Pleurer en public | Oriana Ng


Les larmes en public ne sont tolérées que lors de rares exceptions : événements de grandes joie ou de grandes peines : naissances, mariages, enterrements. Même dans ces moments, le sujet, pudique, est souvent mal à l’aise d’afficher ses larmes. Signe de faiblesse, manque de contrôle de soi, gaminerie – pleurer en public reste tabou.

Paradoxe : la société nous encourage à éprouver de l’empathie pour les autres en public, mais pas envers nous-mêmes. En 2016, plusieurs articles pressentent que la larme du Président Obama lors de son discours sur la fusillade de Sandy Hook mettra fin au tabou. Il n’en reste que c’est une larme d’empathie discrète, « rare et classe » selon France Inter. Une fois de plus, on peut pleurer sur le sort d’un autre, pas sur le sien.

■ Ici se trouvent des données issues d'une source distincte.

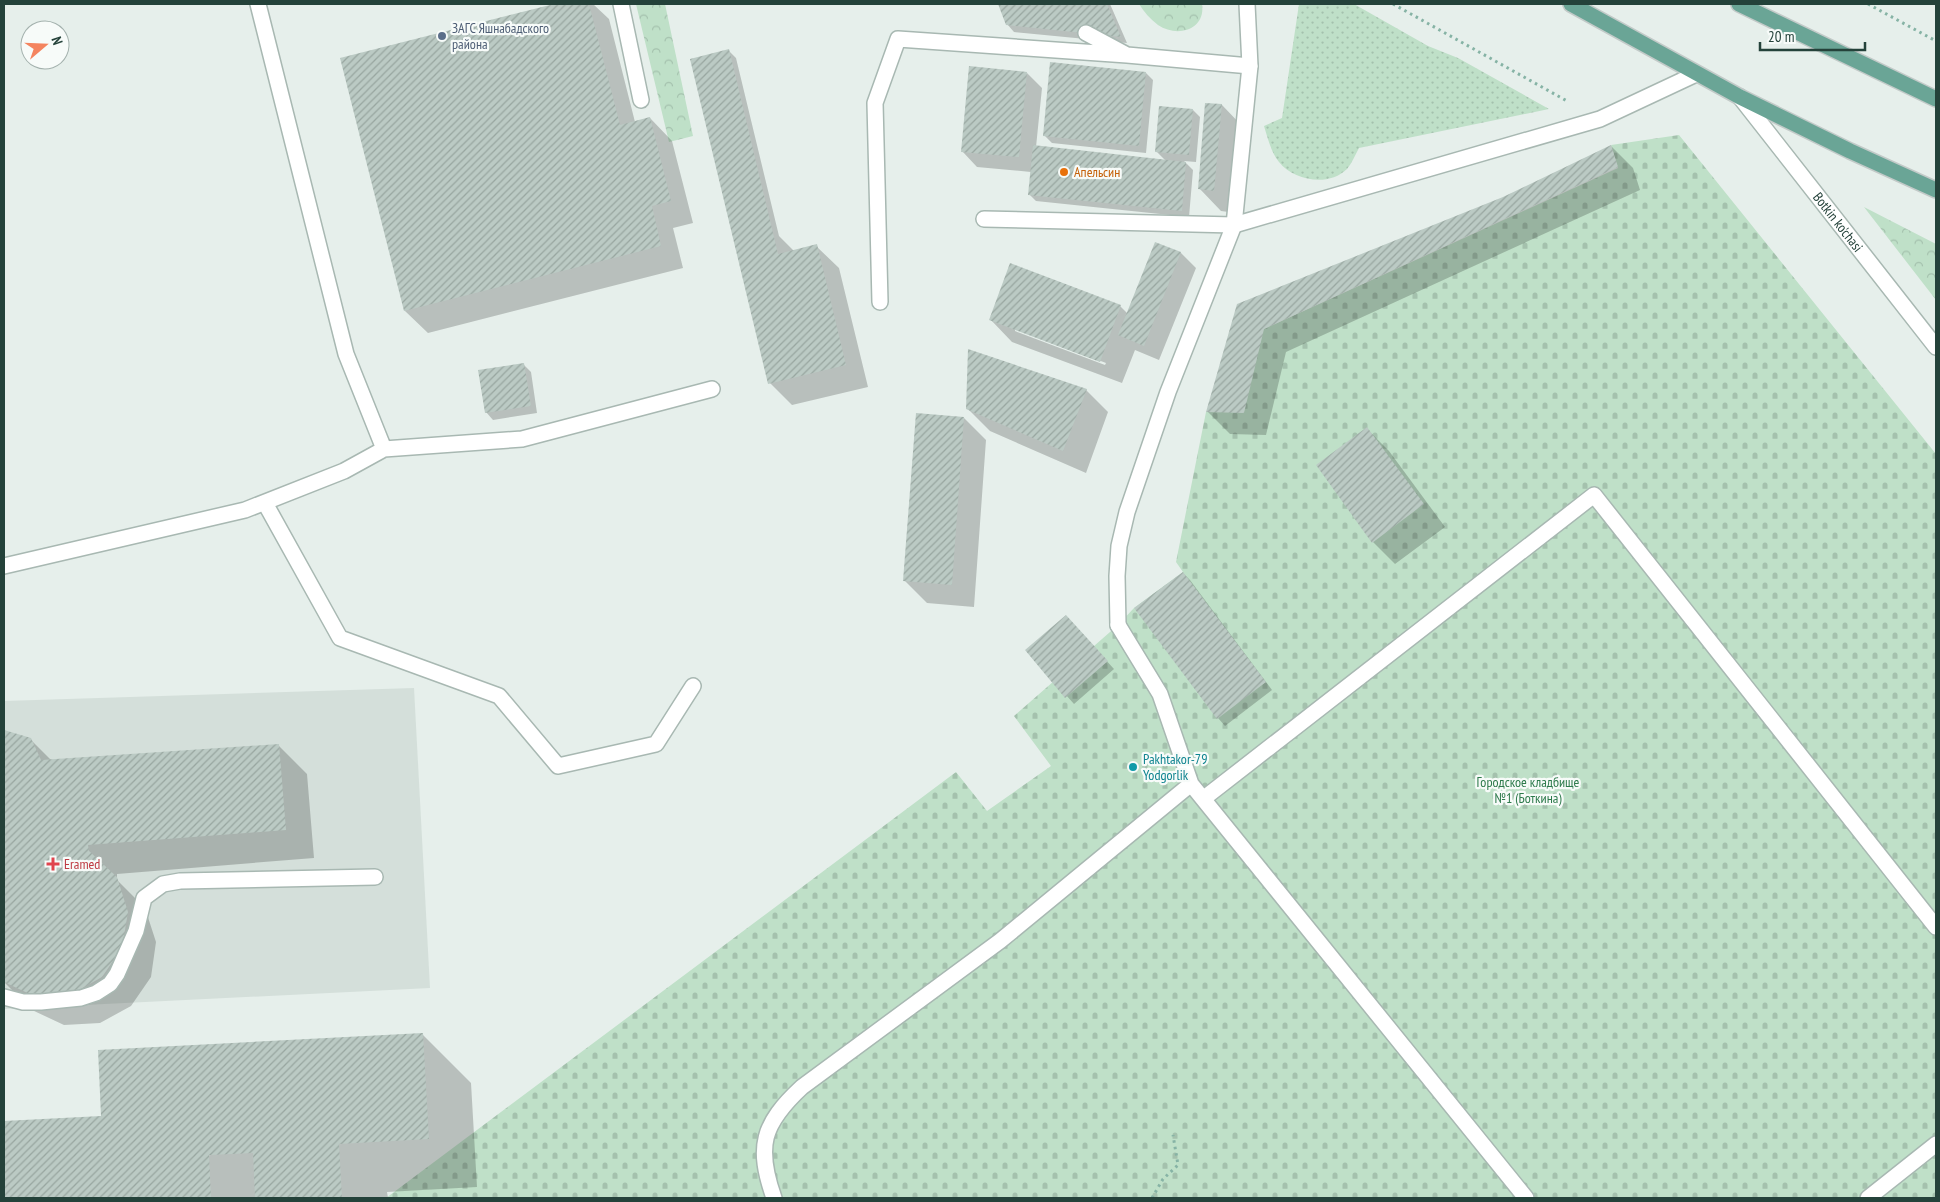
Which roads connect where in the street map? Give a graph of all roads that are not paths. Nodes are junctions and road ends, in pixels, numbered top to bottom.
1 (261, 4) edge
2 (621, 4) edge
3 (1247, 4) edge
4 (1570, 4) edge
5 (1738, 4) edge
6 (1086, 33) dead end
7 (1128, 55) junction
8 (1250, 66) junction
9 (1696, 74) junction
10 (1740, 97) junction
11 (1936, 99) edge
12 (641, 100) dead end
13 (1936, 190) edge
14 (984, 219) dead end
15 (1234, 225) junction
16 (880, 302) dead end
17 (1936, 348) edge
18 (712, 389) dead end
19 (384, 449) junction
20 (265, 503) junction
21 (4, 566) edge
22 (693, 686) dead end
23 (1191, 784) junction
24 (1203, 798) junction
25 (375, 877) dead end
26 (1936, 927) edge
27 (4, 997) edge
28 (1936, 1144) edge
29 (774, 1198) edge
30 (1526, 1198) edge
31 (1868, 1198) edge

Culturellement, on oppose toujours émotion et raison. L’émotion est synonyme de perturbation (« trouble » dans la langue française) et fait obstacle à la prise de décision rationnelle. Cependant, si émotion et raison ne font pas bon ménage, l’une n’est jamais loin de l’autre. Ainsi, le XVIIIème siècle est à la fois « siècle de la Raison » et celui du « Roman sentimental ». En public, on débat dans les salons. En privé, on pleure sur « Julie ou la Nouvelle Héloïse » de Rousseau.

C’est donc à travers la catharsis seulement qu’on est autorisé, depuis l’histoire antique, à laver le linge sale de nos émotions. Le théâtre et le cinéma sont deux lieux publics singuliers où comédiens et spectateurs sont invités à communiquer leurs émotions dans un cadre d’intimité partagée. Des circonstances fictives et des personnages à travers lesquels on vit par procuration : des conditions qui nous libèrent de nos propres émotions… et qui nous en protègent.

Et d’après-vous, est-ce une faiblesse de pleurer en public?